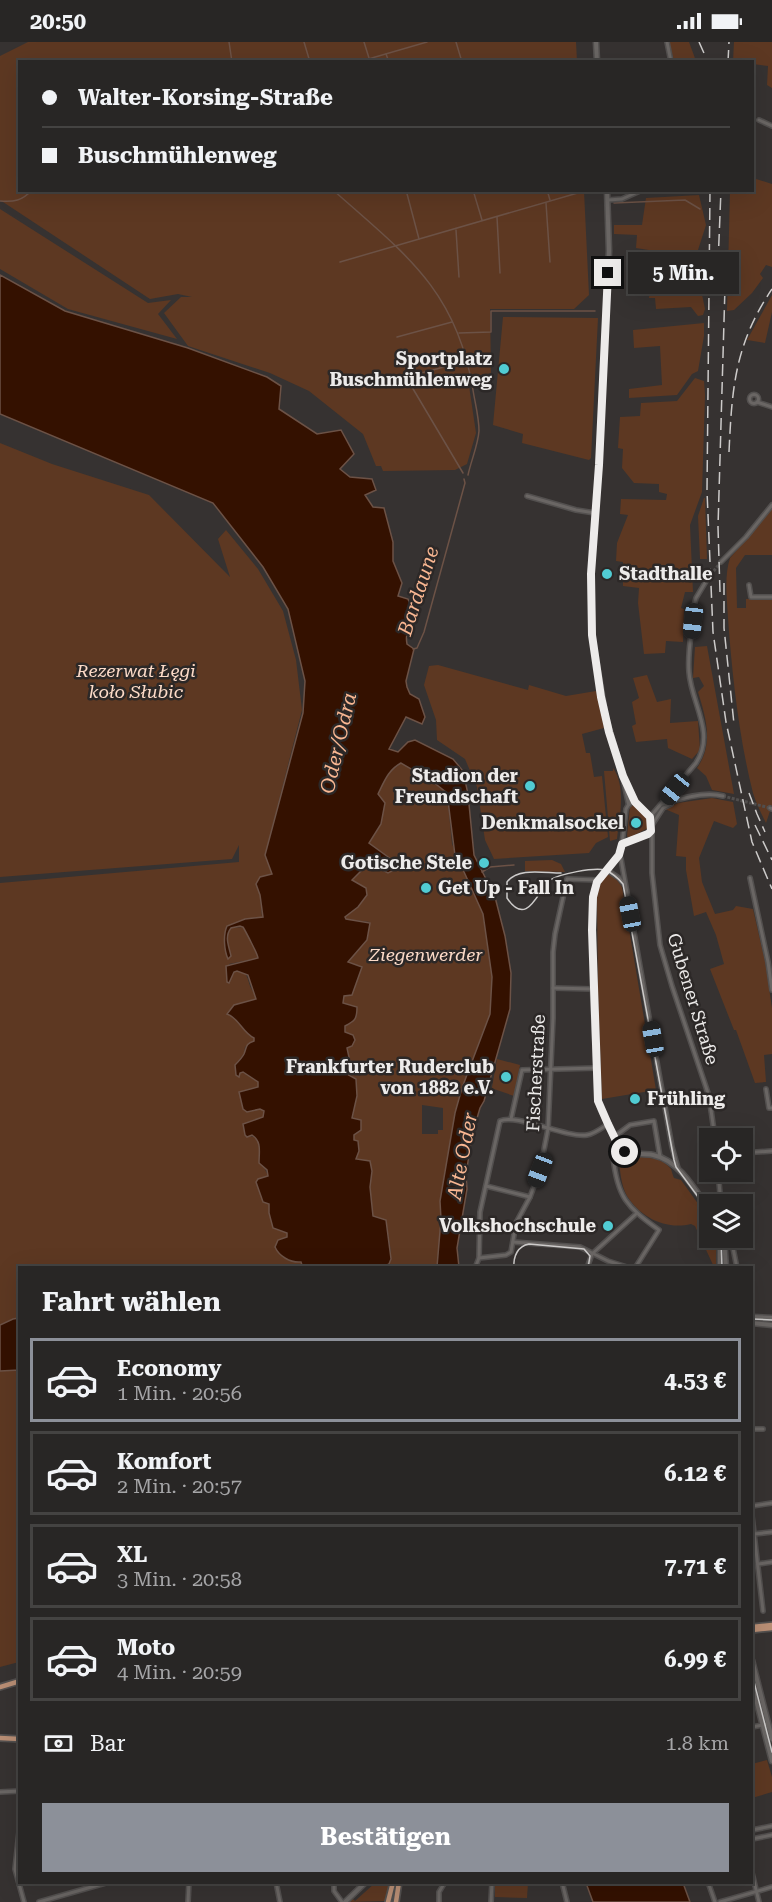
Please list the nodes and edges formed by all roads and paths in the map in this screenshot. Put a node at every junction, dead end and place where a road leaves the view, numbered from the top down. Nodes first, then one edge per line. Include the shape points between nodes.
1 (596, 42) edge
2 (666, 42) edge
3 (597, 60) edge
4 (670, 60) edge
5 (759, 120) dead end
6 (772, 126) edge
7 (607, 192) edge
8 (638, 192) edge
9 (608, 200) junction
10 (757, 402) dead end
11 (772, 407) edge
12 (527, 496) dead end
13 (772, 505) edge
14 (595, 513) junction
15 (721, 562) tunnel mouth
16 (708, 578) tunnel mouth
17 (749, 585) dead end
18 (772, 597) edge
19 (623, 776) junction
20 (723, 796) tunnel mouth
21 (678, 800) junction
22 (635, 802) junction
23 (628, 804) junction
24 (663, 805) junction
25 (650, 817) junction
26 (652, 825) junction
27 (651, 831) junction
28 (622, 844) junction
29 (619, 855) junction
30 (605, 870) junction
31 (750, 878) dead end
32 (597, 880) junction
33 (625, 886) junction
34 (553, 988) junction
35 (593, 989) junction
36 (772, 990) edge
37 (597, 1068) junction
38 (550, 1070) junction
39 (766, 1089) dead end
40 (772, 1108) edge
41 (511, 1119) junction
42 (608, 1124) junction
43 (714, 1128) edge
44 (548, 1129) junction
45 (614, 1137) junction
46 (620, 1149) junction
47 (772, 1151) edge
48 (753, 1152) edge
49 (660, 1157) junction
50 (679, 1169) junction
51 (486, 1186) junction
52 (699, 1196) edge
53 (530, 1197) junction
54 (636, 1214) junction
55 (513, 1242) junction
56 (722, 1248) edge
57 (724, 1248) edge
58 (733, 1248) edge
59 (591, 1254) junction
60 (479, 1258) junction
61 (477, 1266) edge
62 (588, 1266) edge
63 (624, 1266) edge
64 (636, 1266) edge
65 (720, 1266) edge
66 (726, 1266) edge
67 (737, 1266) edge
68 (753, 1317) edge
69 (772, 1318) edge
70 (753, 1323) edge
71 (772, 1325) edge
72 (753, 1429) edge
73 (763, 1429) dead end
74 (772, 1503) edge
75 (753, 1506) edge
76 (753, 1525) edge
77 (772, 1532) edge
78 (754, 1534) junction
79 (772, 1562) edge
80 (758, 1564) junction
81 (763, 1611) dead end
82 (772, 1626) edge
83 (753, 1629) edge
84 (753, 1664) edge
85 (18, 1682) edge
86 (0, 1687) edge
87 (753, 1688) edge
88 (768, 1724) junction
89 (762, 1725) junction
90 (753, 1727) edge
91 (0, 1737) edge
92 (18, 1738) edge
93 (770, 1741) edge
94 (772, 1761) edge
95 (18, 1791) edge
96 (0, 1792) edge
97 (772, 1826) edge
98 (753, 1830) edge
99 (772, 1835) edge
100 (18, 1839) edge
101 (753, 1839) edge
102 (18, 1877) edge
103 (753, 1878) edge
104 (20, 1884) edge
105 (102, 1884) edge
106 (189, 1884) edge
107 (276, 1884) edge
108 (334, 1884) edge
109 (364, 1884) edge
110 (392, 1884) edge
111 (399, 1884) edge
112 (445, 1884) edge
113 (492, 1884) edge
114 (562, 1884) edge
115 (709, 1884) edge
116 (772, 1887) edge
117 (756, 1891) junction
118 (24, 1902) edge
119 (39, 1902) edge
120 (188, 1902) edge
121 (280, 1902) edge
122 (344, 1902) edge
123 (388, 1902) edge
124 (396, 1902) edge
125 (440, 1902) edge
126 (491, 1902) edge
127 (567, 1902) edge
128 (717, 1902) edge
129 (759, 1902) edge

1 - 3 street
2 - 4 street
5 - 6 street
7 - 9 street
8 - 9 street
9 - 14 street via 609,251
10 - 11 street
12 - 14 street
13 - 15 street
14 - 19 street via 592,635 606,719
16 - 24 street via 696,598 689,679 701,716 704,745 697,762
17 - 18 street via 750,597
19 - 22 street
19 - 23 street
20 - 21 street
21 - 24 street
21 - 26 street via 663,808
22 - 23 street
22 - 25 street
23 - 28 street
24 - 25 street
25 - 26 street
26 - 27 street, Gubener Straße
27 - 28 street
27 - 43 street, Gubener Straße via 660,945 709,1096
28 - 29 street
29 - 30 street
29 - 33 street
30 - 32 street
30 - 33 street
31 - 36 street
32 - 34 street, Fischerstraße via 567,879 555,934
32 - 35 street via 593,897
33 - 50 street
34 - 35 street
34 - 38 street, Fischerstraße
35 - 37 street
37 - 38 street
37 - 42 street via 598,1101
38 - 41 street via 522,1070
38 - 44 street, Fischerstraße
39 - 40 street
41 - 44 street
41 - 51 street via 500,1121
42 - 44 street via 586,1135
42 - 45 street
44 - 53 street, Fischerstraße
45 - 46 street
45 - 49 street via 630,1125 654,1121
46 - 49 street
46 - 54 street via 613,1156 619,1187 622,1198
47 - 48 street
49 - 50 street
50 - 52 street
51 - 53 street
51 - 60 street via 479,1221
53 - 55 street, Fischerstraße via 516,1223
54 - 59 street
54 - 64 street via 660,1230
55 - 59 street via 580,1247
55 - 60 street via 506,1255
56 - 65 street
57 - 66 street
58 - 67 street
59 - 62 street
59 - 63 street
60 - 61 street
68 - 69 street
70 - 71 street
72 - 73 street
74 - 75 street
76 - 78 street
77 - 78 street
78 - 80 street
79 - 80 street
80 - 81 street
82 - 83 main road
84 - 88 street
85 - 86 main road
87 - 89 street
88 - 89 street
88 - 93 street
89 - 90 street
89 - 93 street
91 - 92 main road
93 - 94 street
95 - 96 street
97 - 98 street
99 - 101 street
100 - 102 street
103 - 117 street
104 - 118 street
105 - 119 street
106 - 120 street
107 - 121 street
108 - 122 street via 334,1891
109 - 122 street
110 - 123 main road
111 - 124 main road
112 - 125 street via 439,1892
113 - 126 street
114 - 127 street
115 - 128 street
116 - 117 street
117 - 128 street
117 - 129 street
———
Out of the records above, pick each line that contains the string "tunnel".

15 (721, 562) tunnel mouth
16 (708, 578) tunnel mouth
20 (723, 796) tunnel mouth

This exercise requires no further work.